I assume that you're no longer under warranty? depending on your relationship with the dealer, you might get them to fix it; based on the fact that you had the problem last year. That may be your best course of action.

My best guess is that it's a bad breaker. They're not expensive; if you have some mechanical ability, you could replace it yourself.

30 Amps is a lot of current: I don't know what the rating on your heater is, but it's most likely 15 amps or less. Assuming your water heater is off, the only other load is the 12v charger: which should be MUCH less than 15 amps.


----------



## egregg57 (Feb 13, 2006)

bcdude said:


> i have a 07 23rs and i keep blowing the main 30 amp breaker in the trailer . i,m hooked up to a 30 amp breaker with a properrv plug in my house with 25 foot rv extension. the trailer has been plugged in for a couple of weeks. yesterday i plugged in a little heater into it the heater was working i went back and checked on it after a couple hours and the breaker was blown. had the same problem last year when i used the air conditioner. that is why i put in the proper plug on the house. last year i had it checked while still under warranty and they found nothing wrong. HELP!!


 I would prefer to be looking at it in person, but here is a couple of things to check.

I was blowing fuses also. I blew one because I hooked the battery up backwards..oops, did I just say that.....









Check your battery leads. Your looking for chaffing or scuffed insulation.

Does your battery have a charge? Is it hooked up?
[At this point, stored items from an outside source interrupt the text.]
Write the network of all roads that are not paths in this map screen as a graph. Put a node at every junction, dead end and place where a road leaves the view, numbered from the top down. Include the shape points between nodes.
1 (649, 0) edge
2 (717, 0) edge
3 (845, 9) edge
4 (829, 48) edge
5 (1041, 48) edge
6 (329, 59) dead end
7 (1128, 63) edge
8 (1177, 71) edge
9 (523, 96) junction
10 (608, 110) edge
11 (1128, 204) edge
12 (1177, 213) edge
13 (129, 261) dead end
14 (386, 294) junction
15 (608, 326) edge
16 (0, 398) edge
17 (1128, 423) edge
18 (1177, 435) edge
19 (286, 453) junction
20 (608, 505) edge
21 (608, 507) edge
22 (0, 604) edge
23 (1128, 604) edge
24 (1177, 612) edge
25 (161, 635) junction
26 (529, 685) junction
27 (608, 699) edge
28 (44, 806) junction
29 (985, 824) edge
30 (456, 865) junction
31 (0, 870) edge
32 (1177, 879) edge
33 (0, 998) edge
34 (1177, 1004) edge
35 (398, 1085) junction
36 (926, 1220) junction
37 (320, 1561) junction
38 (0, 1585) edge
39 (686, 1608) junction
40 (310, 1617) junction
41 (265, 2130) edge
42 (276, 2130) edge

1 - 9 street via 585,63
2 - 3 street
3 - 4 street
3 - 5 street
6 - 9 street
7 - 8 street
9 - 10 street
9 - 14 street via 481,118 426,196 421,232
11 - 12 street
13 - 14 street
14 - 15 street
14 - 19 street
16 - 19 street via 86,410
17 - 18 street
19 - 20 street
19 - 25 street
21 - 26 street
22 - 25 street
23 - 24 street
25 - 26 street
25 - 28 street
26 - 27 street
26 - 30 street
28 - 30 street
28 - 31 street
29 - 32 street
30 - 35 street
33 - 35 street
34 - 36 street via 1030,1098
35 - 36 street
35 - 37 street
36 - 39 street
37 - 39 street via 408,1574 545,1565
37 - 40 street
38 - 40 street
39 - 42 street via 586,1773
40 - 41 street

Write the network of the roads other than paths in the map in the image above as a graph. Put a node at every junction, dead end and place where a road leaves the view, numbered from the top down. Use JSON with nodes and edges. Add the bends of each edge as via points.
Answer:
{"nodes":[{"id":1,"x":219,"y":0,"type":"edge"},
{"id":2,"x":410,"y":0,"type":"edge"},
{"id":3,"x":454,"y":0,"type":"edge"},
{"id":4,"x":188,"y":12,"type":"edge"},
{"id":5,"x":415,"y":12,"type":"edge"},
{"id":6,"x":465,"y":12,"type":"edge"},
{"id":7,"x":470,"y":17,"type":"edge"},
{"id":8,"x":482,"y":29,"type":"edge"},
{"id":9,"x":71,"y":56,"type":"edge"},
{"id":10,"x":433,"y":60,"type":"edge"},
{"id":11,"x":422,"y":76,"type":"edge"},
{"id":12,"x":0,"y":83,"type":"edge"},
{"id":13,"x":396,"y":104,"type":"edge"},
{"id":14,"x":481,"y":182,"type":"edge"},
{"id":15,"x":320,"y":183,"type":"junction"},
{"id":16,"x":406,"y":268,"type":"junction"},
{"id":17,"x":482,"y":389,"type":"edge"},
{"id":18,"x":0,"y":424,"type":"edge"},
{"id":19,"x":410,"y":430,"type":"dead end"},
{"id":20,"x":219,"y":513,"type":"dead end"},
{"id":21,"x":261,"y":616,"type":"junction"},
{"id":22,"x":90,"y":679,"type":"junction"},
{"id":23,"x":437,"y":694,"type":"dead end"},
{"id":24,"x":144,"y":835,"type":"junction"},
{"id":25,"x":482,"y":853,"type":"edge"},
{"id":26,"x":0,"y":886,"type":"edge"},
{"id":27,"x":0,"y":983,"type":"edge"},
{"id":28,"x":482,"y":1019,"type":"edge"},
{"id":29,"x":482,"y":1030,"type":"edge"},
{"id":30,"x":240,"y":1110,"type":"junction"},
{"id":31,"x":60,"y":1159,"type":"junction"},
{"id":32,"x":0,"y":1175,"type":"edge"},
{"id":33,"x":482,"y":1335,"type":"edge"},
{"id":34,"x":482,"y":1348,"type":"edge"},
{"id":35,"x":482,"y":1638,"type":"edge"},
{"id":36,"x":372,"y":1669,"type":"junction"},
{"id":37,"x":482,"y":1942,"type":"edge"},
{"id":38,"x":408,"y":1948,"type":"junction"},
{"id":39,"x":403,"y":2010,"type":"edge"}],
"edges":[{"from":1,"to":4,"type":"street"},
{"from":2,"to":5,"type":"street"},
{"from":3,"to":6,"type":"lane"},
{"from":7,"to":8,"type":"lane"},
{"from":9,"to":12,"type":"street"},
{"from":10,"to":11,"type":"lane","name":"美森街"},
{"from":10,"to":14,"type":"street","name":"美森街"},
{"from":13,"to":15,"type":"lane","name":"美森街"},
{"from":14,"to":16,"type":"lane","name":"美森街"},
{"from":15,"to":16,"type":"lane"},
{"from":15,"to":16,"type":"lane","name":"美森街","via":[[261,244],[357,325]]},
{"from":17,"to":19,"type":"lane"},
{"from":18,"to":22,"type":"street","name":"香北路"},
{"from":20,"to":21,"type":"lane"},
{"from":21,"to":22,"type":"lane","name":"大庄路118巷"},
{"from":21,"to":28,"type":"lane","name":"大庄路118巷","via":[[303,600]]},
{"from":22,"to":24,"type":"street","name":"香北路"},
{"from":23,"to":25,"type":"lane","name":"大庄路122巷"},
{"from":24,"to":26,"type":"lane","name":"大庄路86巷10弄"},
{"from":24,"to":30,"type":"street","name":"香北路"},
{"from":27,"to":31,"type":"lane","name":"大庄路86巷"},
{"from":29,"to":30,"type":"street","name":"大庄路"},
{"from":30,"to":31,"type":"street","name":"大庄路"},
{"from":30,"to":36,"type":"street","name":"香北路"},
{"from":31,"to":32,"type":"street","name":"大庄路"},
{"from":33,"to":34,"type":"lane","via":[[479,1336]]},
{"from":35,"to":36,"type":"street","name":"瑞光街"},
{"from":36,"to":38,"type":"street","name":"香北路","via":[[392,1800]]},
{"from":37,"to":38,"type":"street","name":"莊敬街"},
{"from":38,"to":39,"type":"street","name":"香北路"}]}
Is it hooked up correctly?

- From the negative post of your battery trace back the wire to the ground bolt on your camper frame.
- from the positive post do the same to the terminal block mounted on the frame.
- Make sure there isn't a poor lug or wires/lugs making contact with each other. 
- Check the wires from the terminal block back as far as you can go under the camper. You may find a lead pinched just enough. 
- Disconnect the battery.
- Disconnect AC power from the camper.
- Open the converter panel, inspect for pinched, frayed, or chaffed insulation.

- With a voltmeter measure the resistance from the Negative battery lead terminal lug to bare metal on the frame. You should read about 1.0 Ohm. If you have high resistance, remove the bolted lug from the frame, clean it with a wire brush or other tool to ensure you have a clean ground. Measure again to ensure you have low resistance. Inspect the lugs as well.

- Using the voltmeter again, *ensure no power applied to the camper* measure your battery cable positive side to the frame mounted terminal block. ensure you have low resistance. Measure from the terminal block to the frame. You should have NO continuity, the meter should read open. If you can read continuity from the terminal block to the frame you have a short. A high resistance short could cause the problem you are experiencing. Any added load is enough to cause a large current draw and cause the fuse to open.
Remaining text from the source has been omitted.